Inishmore (Árainn) is the largest of the Galway Aran Islands and is an extension of the famous limestone rocks of The Burren. The landscape of Inishmore is a patchwork of fields hemmed in by precariously balanced dry stone walls. The rugged landscape and unique culture of Inishmore and the other Aran islands has provided inspiration to artists and poets over the centuries, and W.B.Yeats famously advised J.M. Synge to ‘Go to the Aran Islands, and find a life that has never been expressed in literature’. Synge followed the advice, and it holds good for anyone wishing to experience the unique blend of landscape and culture found on the islands.
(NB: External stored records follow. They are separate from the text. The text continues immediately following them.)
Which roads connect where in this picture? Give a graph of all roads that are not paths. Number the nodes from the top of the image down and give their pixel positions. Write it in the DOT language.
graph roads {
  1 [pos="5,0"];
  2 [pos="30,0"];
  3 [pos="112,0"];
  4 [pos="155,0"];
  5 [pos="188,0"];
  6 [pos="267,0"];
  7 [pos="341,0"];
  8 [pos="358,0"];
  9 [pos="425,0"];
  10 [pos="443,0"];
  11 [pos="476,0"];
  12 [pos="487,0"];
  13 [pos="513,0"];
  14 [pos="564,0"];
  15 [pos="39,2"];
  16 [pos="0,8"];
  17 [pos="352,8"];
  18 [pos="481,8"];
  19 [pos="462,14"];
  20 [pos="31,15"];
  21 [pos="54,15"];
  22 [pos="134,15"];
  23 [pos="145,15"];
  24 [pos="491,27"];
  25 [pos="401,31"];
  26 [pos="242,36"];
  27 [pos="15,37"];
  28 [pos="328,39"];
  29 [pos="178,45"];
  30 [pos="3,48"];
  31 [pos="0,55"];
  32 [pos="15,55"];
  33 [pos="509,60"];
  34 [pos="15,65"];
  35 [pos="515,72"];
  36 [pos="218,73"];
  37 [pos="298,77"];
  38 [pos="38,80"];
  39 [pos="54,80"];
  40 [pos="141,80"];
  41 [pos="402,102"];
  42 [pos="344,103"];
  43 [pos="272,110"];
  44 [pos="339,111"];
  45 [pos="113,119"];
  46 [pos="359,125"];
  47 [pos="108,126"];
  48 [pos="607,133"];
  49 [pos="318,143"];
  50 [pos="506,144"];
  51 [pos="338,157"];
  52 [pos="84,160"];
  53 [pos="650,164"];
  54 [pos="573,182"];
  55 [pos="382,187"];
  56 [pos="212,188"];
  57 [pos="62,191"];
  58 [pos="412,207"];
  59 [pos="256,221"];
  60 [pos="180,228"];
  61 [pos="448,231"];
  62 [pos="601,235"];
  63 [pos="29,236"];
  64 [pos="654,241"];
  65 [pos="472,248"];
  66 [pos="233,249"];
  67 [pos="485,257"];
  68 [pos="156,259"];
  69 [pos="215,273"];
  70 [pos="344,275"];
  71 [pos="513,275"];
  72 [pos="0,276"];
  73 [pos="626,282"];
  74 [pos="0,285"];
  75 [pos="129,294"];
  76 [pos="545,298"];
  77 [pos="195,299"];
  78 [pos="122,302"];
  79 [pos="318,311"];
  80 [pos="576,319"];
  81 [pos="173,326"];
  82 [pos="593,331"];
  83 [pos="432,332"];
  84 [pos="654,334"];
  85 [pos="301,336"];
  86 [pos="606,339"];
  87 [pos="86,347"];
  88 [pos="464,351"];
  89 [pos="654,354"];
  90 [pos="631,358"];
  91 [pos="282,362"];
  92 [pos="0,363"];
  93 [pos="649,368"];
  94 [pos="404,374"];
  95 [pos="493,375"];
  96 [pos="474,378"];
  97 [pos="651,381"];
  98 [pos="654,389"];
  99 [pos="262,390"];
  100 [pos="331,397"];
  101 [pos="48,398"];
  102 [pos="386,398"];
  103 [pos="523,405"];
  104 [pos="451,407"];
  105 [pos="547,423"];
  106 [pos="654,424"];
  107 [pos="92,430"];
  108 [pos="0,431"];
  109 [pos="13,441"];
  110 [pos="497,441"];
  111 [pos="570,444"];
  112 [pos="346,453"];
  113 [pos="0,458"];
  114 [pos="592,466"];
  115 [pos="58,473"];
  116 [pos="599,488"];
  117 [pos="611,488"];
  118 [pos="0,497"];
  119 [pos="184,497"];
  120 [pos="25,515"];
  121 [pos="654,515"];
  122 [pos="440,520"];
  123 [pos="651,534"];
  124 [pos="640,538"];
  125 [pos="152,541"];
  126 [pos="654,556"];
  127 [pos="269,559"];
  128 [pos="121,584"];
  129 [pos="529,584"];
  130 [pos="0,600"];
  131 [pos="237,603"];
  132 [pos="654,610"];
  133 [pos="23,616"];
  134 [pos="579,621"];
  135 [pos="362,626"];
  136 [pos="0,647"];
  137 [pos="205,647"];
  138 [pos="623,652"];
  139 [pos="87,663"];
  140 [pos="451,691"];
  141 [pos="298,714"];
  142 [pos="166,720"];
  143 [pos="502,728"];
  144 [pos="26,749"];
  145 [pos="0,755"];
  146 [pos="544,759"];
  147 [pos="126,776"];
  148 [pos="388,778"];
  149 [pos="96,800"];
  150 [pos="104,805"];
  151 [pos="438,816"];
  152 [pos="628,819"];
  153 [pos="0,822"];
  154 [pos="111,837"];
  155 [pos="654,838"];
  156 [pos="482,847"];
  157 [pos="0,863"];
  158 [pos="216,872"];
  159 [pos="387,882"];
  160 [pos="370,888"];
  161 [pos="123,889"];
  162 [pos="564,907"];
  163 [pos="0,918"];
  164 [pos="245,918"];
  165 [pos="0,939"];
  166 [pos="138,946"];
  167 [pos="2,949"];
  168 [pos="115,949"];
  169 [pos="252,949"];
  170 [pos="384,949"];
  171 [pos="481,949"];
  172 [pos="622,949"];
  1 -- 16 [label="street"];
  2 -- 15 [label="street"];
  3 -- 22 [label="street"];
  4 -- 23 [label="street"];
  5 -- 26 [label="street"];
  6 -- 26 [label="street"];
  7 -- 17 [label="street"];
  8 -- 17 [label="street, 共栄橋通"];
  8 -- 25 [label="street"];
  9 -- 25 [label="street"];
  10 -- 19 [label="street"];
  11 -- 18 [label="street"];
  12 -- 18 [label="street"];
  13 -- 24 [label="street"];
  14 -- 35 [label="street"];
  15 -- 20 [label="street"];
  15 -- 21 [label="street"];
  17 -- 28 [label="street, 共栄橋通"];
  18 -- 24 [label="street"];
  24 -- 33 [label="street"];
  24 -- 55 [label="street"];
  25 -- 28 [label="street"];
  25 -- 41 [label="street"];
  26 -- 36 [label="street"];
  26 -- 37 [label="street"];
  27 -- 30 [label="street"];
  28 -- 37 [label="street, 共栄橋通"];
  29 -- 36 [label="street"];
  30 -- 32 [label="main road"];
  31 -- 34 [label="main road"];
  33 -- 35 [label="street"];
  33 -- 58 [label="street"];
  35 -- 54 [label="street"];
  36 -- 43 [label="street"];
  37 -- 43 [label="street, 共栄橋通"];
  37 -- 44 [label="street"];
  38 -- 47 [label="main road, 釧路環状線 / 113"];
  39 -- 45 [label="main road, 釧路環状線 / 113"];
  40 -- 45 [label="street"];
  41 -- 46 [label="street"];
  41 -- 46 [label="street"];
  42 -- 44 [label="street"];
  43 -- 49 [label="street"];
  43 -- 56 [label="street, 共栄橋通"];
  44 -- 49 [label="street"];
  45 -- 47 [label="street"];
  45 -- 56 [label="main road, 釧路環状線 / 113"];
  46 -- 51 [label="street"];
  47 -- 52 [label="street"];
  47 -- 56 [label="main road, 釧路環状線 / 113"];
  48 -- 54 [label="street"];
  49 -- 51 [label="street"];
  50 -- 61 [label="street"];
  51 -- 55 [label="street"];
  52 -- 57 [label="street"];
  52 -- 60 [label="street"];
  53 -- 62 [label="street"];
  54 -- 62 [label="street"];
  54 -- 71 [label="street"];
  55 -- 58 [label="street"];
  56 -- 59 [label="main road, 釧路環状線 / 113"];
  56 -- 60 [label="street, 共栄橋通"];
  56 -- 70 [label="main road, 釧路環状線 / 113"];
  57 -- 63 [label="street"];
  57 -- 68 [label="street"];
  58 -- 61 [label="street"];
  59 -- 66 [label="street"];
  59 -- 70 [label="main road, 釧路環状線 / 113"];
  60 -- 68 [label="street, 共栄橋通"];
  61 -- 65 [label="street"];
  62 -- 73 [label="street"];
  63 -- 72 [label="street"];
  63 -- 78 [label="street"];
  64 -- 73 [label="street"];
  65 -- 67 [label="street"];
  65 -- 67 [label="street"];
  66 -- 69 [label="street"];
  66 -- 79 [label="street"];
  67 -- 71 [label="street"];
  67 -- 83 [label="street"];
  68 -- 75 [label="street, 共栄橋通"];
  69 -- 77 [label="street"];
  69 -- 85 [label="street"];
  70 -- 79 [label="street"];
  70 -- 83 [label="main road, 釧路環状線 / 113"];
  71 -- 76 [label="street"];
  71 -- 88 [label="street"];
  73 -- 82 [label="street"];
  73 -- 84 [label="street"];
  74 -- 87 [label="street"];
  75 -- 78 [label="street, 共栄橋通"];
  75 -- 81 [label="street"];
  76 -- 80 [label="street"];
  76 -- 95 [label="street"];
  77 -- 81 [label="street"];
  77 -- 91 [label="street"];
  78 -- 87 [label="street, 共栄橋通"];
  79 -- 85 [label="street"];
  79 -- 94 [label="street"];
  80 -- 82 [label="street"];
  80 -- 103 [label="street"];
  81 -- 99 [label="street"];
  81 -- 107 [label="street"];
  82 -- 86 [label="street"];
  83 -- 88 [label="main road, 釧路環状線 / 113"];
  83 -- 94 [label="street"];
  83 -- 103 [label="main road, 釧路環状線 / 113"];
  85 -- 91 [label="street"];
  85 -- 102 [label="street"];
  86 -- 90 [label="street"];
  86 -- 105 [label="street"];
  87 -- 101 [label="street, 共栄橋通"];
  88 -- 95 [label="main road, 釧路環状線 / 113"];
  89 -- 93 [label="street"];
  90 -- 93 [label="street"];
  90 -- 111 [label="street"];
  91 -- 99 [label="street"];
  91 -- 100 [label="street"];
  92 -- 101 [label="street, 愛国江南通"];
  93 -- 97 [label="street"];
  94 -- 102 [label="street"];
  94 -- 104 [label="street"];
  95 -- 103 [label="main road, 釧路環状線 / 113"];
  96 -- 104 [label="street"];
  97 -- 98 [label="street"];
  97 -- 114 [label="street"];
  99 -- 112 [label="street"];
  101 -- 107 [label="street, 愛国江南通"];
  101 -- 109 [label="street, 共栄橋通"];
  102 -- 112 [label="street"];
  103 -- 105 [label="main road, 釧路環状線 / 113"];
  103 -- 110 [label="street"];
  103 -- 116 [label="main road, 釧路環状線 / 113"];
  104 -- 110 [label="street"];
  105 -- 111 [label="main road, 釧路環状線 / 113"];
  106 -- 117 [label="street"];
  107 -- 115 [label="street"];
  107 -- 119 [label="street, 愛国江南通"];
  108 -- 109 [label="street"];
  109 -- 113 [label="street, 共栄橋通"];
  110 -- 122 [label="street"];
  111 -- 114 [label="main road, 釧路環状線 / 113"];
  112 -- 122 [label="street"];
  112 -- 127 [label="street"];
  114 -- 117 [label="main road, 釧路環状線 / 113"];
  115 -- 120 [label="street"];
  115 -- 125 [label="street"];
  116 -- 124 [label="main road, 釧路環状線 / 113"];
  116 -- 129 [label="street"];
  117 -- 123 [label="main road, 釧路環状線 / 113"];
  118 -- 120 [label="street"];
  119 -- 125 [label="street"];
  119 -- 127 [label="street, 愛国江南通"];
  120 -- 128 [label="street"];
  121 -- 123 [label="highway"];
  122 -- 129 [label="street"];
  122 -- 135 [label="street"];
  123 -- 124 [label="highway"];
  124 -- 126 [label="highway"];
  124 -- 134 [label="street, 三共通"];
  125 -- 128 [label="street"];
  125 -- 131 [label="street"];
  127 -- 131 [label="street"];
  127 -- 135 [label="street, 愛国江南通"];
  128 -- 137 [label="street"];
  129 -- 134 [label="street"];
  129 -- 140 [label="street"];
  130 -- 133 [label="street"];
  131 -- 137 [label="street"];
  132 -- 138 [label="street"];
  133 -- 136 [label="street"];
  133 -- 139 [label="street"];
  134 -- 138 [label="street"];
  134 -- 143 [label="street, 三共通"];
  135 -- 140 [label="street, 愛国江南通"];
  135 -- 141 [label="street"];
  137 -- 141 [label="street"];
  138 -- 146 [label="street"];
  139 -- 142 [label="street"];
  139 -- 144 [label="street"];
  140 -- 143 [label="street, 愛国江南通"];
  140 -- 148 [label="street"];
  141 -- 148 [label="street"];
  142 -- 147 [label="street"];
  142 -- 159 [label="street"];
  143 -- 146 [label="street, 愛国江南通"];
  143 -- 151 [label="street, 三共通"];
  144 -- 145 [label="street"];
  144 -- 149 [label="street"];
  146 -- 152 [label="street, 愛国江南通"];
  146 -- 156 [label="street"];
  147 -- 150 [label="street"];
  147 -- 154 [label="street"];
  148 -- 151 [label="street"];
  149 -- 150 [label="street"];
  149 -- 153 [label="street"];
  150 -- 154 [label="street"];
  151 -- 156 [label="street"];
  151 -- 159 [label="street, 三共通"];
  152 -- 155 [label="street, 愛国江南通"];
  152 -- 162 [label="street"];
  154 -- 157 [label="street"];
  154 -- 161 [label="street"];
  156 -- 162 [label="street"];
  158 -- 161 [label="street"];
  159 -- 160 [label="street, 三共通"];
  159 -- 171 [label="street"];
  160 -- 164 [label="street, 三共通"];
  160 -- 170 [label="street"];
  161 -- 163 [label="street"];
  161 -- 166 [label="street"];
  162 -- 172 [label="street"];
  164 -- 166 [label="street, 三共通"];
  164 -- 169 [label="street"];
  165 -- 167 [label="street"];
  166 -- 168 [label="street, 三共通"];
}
It is said that a visit to Inishmore will remain in the heart for eternity.

 

Rathlin - County Antrim.

Rathlin Island lies off the north coast of Antrim near the ‘Giants Causeway’. Local legend tells of the ‘Children of Lir’ King Lir had four children one girl, Fionnuala, and three sons, Aodh and twins, Fiachra and Conn. Jealous of the children’s love for each other and for their father, their wicked stepmother Aoife used her magic to turn the children into swans condemned to wander through Ireland until the spell could be broken by a monks blessing. Aoife herself was punished for this act transformed by her father into an air demon for all eternity.

Keeragh - County Donegal.
According to legend, InishKeeragh was once part of a larger island known as Inis-fithi. On the 16th of March in the year 804, there was ‘a great storm of thunder, lightning, and wind, which exceeded so much in violence all the storms ever before witnessed, and so terrified the people, that it was recorded among Ireland’s Wonders’. when the people of the coast looked out the following morning on St. Patrick’s Day, they found the island of Inis-fithi divided into three parts. The largest of these is what we now know as Inish-Keeragh, and the portions severed from the main body are the two masses of rock which rise out of the waves north of the island.